All lines with the word "roads" must be pulled from the entries below.
··· Dataset excerpts
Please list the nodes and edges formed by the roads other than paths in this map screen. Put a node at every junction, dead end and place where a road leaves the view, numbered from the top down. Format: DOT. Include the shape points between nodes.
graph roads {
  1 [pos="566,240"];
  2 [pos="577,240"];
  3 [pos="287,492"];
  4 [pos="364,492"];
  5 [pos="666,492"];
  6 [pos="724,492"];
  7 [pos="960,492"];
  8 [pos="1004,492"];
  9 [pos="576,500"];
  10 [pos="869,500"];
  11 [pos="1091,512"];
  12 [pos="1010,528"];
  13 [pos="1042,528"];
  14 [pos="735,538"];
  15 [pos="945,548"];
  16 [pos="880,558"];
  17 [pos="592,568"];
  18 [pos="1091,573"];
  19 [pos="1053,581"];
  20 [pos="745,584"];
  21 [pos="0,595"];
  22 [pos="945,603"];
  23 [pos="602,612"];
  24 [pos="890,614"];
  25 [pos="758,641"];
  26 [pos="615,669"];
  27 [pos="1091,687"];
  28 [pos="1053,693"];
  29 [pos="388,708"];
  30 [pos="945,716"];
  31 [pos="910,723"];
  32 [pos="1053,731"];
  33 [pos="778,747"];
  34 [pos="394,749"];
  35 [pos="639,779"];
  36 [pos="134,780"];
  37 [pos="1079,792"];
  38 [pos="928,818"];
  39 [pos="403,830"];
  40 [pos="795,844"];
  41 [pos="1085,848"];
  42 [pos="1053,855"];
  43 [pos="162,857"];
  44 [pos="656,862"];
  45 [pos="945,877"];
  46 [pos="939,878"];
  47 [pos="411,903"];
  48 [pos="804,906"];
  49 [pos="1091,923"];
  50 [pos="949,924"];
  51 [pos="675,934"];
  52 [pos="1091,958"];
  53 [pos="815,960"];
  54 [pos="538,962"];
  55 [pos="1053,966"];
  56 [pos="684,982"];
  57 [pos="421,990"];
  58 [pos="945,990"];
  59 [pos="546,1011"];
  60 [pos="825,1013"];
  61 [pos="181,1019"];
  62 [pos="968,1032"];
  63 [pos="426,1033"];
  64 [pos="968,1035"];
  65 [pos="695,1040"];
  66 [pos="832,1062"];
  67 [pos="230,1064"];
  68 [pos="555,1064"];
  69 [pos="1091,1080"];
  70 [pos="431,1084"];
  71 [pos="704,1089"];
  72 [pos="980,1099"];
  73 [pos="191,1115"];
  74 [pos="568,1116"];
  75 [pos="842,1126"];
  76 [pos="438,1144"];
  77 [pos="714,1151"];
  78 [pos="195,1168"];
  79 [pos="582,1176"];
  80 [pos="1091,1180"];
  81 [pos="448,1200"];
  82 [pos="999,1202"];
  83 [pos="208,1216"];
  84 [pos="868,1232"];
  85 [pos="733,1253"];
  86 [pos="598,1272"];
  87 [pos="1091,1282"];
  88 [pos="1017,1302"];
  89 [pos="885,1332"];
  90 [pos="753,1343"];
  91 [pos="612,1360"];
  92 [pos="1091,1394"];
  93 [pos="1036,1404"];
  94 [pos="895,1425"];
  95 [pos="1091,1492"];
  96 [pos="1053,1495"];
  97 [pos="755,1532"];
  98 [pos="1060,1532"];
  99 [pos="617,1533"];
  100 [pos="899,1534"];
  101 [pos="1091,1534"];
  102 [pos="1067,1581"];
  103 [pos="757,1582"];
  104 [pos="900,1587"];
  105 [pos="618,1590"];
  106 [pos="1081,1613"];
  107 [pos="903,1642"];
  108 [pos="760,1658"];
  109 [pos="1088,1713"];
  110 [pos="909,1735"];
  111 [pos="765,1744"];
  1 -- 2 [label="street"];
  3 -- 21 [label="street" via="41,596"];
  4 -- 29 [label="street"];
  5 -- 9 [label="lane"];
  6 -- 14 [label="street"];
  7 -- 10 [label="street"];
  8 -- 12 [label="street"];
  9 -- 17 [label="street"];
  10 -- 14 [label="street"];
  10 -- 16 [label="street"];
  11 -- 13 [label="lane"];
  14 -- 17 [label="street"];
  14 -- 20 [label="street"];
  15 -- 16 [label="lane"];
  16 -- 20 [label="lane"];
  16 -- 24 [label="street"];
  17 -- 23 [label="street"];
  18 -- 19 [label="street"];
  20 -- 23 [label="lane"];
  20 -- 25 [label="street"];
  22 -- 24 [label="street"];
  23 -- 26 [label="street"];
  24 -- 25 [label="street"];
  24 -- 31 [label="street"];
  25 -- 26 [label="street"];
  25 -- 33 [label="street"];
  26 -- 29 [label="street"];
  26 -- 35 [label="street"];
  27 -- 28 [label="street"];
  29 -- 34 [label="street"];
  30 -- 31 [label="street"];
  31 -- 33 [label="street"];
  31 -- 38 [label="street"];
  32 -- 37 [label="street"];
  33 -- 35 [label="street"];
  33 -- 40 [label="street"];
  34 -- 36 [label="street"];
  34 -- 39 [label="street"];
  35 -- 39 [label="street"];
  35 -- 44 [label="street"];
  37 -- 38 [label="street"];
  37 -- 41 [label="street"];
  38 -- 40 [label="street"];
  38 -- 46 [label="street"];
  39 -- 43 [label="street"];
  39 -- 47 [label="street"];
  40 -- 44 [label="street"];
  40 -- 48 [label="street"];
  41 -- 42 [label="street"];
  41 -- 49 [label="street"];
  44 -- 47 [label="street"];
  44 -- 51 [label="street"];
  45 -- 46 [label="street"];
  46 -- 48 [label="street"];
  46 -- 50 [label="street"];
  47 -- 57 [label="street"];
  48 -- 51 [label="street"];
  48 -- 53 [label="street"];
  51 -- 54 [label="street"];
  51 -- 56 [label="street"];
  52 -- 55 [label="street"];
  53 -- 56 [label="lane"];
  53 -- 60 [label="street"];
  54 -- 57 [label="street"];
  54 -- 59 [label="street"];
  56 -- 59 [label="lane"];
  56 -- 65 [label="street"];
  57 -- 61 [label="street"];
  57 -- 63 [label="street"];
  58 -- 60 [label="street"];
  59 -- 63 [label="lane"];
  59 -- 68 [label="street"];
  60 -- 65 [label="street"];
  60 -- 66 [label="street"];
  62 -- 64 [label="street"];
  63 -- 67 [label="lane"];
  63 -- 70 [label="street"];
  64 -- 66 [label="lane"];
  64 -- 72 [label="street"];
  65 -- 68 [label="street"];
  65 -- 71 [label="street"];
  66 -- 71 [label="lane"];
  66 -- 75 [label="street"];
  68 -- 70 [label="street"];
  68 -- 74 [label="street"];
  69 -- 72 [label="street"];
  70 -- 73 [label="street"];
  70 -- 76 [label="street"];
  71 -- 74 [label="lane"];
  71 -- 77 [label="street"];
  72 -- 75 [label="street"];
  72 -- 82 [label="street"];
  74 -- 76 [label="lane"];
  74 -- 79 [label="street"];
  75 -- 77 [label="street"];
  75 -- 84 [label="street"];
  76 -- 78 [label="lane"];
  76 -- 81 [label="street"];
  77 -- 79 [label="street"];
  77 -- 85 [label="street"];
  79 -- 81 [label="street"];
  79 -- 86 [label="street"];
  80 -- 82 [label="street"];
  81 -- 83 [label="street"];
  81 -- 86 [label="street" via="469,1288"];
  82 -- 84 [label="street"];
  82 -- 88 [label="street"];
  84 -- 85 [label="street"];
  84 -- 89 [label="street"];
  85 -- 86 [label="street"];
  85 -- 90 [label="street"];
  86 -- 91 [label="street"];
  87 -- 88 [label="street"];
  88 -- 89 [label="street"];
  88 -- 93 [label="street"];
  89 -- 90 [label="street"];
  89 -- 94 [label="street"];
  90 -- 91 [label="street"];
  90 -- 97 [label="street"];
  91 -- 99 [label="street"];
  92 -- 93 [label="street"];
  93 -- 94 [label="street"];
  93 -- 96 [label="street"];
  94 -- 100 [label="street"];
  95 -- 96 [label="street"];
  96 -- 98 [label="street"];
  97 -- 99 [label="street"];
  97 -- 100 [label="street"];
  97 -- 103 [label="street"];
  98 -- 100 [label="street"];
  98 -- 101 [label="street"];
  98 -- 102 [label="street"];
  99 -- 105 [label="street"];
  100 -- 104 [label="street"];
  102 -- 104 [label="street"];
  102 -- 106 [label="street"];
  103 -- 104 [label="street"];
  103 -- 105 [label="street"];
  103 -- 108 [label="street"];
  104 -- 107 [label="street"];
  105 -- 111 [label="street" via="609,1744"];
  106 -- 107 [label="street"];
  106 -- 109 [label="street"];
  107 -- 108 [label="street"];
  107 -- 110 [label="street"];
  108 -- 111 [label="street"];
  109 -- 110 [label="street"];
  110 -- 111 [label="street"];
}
······
### Result of this exercise
Please list the nodes and edges formed by the roads other than paths in this map screen. Put a node at every junction, dead end and place where a road leaves the view, numbered from the top down. Format: DOT. Include the shape points between nodes.
graph roads {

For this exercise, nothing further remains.